> WHAT TO WORK ON: Among the following entries, say how many lines contain the word "Izaak"; the answer is a number and nothing else.

> INFORMATION SUPPLIED:
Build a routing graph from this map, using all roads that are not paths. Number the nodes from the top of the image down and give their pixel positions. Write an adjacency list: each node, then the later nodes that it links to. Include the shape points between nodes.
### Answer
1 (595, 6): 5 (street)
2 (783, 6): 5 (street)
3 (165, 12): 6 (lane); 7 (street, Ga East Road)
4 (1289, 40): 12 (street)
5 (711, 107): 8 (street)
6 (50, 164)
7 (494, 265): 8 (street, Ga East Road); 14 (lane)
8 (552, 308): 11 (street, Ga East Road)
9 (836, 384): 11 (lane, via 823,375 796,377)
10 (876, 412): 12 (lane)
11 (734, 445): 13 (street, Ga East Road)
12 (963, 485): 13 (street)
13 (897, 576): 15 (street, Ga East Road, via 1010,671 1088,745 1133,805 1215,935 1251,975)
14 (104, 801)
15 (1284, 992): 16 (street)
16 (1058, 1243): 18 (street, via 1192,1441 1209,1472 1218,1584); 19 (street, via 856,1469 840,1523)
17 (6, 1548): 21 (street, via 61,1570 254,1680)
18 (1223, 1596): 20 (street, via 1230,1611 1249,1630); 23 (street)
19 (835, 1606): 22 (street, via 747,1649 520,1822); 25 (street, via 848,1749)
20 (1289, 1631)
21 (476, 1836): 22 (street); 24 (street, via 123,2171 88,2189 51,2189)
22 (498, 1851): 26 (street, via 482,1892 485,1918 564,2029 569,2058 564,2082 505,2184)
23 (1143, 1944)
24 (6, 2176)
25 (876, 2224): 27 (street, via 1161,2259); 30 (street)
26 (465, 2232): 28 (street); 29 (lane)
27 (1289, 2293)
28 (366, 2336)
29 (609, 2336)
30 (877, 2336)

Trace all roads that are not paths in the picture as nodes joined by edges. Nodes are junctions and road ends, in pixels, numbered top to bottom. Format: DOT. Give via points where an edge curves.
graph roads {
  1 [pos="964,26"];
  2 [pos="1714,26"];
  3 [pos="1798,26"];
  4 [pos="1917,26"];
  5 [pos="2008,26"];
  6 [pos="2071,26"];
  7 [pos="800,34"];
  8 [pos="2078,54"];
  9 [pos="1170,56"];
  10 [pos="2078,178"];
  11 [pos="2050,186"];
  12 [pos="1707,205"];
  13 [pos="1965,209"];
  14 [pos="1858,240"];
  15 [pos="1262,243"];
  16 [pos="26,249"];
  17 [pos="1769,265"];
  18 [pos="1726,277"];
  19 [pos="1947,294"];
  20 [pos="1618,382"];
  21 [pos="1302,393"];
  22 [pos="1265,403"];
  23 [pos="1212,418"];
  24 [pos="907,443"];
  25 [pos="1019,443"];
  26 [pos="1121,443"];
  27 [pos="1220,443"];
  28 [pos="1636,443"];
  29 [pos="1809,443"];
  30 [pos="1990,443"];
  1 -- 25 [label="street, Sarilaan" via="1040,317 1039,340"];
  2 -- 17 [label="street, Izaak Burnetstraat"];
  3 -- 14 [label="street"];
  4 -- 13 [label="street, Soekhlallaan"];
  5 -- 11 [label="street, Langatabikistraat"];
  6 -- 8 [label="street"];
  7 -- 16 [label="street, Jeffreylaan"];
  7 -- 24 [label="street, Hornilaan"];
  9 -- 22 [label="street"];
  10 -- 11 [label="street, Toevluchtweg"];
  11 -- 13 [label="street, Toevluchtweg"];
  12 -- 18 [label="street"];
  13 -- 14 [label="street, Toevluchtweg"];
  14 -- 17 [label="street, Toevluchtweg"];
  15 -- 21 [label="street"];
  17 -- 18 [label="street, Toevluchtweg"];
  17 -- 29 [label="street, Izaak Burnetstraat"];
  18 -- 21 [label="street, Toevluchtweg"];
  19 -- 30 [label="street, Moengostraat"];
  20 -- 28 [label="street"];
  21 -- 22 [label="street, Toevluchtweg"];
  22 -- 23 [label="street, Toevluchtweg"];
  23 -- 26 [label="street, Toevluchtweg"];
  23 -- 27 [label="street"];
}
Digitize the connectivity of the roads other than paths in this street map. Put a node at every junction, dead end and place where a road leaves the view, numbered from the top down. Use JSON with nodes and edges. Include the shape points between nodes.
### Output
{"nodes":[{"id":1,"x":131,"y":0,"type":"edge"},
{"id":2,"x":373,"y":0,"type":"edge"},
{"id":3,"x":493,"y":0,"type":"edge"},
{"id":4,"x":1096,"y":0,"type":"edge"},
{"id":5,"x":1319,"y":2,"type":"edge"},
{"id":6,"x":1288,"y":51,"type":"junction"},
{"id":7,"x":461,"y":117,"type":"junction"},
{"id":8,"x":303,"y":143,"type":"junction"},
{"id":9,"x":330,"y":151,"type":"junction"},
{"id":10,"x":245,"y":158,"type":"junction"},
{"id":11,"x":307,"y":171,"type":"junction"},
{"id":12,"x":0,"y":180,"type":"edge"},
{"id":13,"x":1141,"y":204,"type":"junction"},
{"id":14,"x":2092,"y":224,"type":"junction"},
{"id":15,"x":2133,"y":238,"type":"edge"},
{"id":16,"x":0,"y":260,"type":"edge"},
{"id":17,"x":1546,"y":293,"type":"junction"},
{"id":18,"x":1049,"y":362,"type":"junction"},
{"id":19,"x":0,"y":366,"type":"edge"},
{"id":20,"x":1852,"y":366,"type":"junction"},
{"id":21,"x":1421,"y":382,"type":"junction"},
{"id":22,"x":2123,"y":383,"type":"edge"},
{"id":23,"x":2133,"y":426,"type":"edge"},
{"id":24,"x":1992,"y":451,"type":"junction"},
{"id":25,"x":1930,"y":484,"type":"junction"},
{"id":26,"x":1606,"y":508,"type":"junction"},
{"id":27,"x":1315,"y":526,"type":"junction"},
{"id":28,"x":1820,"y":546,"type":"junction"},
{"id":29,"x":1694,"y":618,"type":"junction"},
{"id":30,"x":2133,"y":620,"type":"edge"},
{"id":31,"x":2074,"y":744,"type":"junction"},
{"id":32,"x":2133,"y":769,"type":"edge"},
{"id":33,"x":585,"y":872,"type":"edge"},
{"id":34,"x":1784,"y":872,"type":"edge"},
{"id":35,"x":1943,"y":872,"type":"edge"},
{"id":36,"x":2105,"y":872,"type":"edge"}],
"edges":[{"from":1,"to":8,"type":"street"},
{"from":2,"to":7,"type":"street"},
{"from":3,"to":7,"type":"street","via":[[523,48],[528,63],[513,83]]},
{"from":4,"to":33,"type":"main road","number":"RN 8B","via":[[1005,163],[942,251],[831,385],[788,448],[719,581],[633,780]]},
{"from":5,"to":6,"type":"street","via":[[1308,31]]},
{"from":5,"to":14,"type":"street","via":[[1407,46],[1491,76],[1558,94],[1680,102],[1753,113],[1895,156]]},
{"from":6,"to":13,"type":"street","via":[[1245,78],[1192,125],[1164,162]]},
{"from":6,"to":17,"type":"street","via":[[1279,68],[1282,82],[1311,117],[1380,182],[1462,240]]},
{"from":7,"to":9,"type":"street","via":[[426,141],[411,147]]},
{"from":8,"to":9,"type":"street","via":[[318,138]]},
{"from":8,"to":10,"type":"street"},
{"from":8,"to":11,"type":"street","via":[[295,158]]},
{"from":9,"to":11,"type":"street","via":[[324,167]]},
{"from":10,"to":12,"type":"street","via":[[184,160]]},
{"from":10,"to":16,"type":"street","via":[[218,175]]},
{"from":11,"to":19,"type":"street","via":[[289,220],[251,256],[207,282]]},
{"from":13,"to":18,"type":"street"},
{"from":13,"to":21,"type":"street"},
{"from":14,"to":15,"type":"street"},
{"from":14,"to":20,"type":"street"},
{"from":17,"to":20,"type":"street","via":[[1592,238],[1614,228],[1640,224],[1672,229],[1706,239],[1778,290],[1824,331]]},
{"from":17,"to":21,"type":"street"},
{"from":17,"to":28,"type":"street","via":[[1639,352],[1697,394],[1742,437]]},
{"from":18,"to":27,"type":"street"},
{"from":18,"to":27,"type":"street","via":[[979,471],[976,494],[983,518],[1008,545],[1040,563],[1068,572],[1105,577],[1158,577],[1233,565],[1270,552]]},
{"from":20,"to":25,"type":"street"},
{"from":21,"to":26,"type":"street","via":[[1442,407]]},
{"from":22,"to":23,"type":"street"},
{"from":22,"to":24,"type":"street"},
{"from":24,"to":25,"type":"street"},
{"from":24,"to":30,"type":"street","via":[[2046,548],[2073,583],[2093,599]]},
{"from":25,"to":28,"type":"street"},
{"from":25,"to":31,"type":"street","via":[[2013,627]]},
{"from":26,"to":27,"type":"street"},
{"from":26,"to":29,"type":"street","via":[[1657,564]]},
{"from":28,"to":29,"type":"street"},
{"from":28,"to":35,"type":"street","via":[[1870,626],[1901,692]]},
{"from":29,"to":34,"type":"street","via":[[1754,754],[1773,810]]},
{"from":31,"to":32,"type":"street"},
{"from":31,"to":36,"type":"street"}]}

> EXERCISE OUTPUT: 2